Provided by the Suffolk County Water Authority
COURTESY SUFFOLK COUNTY WATER AUTHORITY
A Meadow Lane property in Southampton Village was identified as one of the top 10 water users on the South Fork.
A Gin Lane property in Southampton Village was identified as one of the top 10 water users on the South Fork.
The Suffolk County Water Authority is pleading with South Fork homeowners to reduce the watering of their properties because low pressure in the lines threatens the ability of firefighters to deliver water to their hoses.
Thousands of homeowners would have to voluntarily adjust their watering schedules.
Meanwhile a handful of the region’s top water users draw in hundreds of times more water than the average consumer to run vast sprinkler networks and feed climate control systems that tax county wells to the tune of thousands of gallons a day.
Average water usage by a Suffolk County home, the water authority says, is about 130,000 gallons a year. In the last 12 months, the top residential water user on the South Fork used more than 100 times that much.
Since 2010, The Express News Group, formerly The Press News Group, has kept regular tabs on the biggest consumers of water on the South Fork and tallied their demand for water, which comes from SCWA wells that draw their supplies from deep in Long Island’s aquifer
While everyone pays for the water they use — and those who use exceedingly high amounts pay considerably more per gallon — the rising number of gargantuan water users forces the water authority to make large-scale infrastructure improvements that are mostly spread out among all SCWA customers.
The number of properties that consume more than 2 million gallons of water per year has soared. In 2010 there were just 13 homes that used that much. There are now dozens — and all of the 10 largest users in Southampton Town consumed at least 5 million gallons.
The biggest water hog in the Hamptons over the past year was an estate on Meadow Lane in Southampton Village — a run-of-the-mill, 10-bedroom, 8,500-square-foot oceanfront mansion that is owned by a limited liability company, Ickenham Limited, that appears to be linked to a Manhattan real estate company.
The property, which has been a perennial top water user, sucked in 16,418,076 gallons of water between June 2021 and July 2022, according to data obtained from the Suffolk County Water Authority through a Freedom of Information request.
The water authority has a name for properties that use more than 10 million gallons in a year: “super users.”
The main stress on the water authority’s water supply is the demand for automatic sprinkler systems. But while estates with sprawling, meticulously manicured and intricately landscaped grounds are certainly thirsty, the difference between a few million gallons and the demands of super users is almost always geothermal heating and cooling systems in large mansions.
The water authority recently banned new “open loop” geothermal systems — which dump the water they use into a discharge well rather than reusing it continuously — from connecting to the authority’s mains, but many of these systems remain in use and suck in millions of gallons a year.
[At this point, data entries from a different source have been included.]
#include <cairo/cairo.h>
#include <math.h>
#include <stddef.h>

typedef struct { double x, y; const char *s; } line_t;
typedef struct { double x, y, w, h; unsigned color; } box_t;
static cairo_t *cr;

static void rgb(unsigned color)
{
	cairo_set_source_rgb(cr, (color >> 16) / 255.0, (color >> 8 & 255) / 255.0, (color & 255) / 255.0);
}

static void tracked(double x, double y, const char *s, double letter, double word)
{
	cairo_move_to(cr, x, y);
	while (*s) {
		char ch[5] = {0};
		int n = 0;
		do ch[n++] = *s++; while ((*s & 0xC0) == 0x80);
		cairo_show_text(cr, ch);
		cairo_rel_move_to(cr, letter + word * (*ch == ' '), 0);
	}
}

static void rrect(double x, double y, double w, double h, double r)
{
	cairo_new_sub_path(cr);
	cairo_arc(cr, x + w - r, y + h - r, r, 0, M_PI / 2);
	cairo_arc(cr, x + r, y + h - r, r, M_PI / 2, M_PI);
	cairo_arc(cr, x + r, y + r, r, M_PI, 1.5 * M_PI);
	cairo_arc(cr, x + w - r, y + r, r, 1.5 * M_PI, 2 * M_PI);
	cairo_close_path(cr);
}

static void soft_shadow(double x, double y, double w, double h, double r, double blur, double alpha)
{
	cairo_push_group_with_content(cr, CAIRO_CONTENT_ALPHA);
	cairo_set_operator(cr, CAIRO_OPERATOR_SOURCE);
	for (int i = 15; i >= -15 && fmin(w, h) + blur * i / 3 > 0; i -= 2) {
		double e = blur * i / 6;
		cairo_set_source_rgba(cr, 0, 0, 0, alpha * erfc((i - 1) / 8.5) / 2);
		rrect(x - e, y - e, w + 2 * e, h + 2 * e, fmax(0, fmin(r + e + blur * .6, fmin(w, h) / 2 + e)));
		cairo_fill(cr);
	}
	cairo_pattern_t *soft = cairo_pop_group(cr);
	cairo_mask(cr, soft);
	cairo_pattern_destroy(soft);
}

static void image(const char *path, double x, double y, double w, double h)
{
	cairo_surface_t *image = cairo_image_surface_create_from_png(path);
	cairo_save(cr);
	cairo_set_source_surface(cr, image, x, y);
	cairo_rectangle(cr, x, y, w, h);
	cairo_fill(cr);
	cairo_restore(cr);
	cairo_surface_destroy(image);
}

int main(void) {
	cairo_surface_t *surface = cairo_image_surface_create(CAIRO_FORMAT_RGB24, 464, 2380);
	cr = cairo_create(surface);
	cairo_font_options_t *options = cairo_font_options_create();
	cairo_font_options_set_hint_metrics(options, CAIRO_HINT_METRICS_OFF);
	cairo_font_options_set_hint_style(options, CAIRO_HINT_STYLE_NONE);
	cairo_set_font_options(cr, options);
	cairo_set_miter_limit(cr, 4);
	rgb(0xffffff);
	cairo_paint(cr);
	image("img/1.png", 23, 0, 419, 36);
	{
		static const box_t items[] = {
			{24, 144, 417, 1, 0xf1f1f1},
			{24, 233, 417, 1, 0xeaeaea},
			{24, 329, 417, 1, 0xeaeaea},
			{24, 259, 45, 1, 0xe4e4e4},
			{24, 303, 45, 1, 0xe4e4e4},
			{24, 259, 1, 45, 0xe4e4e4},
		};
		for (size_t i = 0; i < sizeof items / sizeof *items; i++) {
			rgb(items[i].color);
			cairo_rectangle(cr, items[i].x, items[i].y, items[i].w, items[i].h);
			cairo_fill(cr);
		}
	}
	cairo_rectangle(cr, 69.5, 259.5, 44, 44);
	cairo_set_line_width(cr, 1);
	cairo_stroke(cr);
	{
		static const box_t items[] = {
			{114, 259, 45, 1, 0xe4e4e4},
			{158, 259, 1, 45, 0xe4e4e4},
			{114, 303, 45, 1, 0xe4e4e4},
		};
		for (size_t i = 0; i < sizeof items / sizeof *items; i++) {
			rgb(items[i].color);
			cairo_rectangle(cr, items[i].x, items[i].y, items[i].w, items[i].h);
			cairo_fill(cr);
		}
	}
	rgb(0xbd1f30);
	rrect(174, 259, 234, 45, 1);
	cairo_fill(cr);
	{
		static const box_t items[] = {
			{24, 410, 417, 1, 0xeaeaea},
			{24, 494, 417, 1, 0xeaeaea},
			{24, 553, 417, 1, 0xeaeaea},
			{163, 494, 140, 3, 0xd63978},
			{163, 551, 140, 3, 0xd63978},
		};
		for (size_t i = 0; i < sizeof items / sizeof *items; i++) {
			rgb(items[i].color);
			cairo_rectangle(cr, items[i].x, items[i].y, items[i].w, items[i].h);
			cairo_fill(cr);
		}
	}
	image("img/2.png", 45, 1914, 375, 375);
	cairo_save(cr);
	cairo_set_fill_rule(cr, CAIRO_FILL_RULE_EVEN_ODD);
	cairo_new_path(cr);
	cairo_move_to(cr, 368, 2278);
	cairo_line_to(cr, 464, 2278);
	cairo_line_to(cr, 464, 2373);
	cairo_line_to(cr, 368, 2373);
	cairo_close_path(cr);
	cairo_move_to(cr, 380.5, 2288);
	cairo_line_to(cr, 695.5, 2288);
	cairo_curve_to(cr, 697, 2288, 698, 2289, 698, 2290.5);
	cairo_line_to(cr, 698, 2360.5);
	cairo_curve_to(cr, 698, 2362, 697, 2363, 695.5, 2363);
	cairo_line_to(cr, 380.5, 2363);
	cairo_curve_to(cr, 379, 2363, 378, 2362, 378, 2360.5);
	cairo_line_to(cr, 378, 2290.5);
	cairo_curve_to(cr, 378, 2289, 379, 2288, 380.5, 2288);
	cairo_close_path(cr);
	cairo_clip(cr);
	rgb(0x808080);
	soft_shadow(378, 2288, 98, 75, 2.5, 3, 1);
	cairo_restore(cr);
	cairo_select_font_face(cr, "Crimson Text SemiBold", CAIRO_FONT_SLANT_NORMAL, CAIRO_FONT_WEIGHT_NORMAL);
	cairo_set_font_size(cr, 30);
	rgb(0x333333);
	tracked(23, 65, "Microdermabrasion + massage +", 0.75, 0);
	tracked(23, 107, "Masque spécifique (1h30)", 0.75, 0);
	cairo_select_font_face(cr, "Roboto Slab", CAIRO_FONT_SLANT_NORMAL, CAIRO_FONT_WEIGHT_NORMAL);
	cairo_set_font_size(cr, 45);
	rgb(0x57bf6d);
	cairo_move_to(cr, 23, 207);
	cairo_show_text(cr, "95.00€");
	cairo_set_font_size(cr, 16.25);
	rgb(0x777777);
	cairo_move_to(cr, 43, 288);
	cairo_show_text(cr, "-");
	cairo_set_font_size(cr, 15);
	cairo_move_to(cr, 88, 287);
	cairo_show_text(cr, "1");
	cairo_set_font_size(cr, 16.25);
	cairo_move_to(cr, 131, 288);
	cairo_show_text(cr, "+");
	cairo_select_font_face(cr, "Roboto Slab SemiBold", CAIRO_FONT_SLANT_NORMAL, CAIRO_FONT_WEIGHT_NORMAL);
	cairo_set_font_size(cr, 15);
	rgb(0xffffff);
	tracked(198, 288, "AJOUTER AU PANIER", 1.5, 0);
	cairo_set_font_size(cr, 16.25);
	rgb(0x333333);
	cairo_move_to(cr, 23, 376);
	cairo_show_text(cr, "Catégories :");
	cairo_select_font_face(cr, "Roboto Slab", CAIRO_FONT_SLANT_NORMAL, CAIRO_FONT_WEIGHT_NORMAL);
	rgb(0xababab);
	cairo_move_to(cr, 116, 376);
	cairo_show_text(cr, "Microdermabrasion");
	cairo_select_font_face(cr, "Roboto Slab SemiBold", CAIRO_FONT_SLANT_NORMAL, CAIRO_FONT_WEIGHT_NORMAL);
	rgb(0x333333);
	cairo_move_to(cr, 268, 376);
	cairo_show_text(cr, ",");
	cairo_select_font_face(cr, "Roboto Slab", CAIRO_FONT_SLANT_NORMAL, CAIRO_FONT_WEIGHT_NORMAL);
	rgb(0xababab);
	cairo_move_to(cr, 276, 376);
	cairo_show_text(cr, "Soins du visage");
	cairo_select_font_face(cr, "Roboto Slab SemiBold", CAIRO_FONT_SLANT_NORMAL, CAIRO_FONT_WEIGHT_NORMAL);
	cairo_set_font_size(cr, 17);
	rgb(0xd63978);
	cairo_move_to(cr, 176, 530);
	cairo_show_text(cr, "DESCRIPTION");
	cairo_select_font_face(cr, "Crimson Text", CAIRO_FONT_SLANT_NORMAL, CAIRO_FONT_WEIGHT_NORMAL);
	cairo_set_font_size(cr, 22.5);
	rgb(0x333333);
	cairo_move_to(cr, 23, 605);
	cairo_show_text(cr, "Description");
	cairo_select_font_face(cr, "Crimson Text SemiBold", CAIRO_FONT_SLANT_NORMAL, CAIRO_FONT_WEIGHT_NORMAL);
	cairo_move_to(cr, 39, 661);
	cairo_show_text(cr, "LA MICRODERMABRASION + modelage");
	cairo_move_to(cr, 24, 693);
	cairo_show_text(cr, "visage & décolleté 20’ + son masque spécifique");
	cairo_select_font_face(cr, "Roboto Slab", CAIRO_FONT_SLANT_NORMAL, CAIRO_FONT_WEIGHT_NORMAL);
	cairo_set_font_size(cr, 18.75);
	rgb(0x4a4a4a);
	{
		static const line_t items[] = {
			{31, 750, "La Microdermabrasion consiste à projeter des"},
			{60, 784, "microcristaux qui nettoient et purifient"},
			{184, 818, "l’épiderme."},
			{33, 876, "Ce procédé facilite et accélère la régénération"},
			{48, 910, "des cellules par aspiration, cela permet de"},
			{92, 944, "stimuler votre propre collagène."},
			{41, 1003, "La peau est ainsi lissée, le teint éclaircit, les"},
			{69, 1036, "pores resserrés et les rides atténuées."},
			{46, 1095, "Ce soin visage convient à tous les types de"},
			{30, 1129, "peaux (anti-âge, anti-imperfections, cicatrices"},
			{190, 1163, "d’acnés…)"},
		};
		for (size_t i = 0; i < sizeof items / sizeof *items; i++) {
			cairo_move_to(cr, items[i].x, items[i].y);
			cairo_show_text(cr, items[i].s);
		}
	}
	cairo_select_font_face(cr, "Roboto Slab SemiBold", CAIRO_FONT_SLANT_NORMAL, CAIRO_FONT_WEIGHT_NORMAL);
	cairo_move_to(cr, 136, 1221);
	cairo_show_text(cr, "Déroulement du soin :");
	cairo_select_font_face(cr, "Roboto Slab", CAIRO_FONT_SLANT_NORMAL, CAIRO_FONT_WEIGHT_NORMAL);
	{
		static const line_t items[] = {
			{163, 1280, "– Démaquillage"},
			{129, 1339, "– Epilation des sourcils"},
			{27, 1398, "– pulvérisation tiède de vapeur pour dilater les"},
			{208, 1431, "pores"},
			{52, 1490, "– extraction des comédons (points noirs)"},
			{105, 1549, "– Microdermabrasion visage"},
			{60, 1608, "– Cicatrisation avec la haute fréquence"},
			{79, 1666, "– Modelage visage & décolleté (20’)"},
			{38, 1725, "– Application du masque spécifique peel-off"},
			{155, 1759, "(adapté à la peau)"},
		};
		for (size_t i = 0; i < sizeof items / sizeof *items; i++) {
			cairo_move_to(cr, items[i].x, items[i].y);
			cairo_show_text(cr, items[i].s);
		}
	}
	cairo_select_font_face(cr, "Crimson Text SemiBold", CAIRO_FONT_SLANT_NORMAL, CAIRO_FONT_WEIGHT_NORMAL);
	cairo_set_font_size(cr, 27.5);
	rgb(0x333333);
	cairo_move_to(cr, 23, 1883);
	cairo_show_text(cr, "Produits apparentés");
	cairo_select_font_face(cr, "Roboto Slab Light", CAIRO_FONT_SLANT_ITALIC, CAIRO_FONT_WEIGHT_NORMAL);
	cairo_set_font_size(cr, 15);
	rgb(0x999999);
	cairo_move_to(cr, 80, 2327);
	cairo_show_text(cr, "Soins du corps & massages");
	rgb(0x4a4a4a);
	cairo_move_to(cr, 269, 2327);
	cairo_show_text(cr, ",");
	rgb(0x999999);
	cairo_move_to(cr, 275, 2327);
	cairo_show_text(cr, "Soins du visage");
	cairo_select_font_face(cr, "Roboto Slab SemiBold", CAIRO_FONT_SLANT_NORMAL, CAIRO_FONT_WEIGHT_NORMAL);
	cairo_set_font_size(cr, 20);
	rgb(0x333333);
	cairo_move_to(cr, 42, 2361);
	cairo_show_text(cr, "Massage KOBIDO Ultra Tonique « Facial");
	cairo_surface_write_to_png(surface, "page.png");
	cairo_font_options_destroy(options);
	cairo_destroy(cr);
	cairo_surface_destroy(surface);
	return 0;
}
The Ickenham property was the only super user among the 10 highest water usage properties in Southampton and East Hampton towns over the past year. In some years there have been as many as six.
The second largest water consumer was another Meadow Lane property, owned by film producer Akiva Goldsman’s wife, Joann, that nearly broke into super user status with just over 9 million gallons of water used.
Loews Hotels CEO and New York Giants co-owner Jonathan Tisch’s estate on Ocean Road in Bridgehampton was the third largest draw with more than 7.1 million gallons.
East Hampton, as has been typical over the years, has fewer estates that are huge draws and generally use less water as a whole. The biggest user in East Hampton in the last year — Howard Taubman’s estate on Two Mile Hollow Road — wouldn’t even make the top 10 in Southampton. Just two properties in East Hampton used more than 4 million gallons and two others were just below that amount.
The water authority has wrestled with ways to disincentivize huge usage of water. The company has created a two-tiered rate schedule that charges those who exceed a certain threshold of usage more than 40 percent more per gallon.
“We know property managers are under pressure to make sure the lawn is looking perfect.” SCWA Deputy Chief Executive Officer Joe Pokorny said last week. “But there is a savings if you can keep yourself in the lower tier. We encourage everyone, regardless of property size, to use water-saving devices. There are sprinkler controls that have Wi-Fi and communicate with the weather service so it knows when rain is forecast and it won’t water.”
While it raised rates for the second tier — from $2.289 per centi-cubic-foot of water to $2.398 — the authority also raised the threshold for breaking into that higher tier, trying to ease the impact on smaller property owners.
“Rates are our way of trying to control things,” Pokorny said, “but we don’t want to hurt the average user.”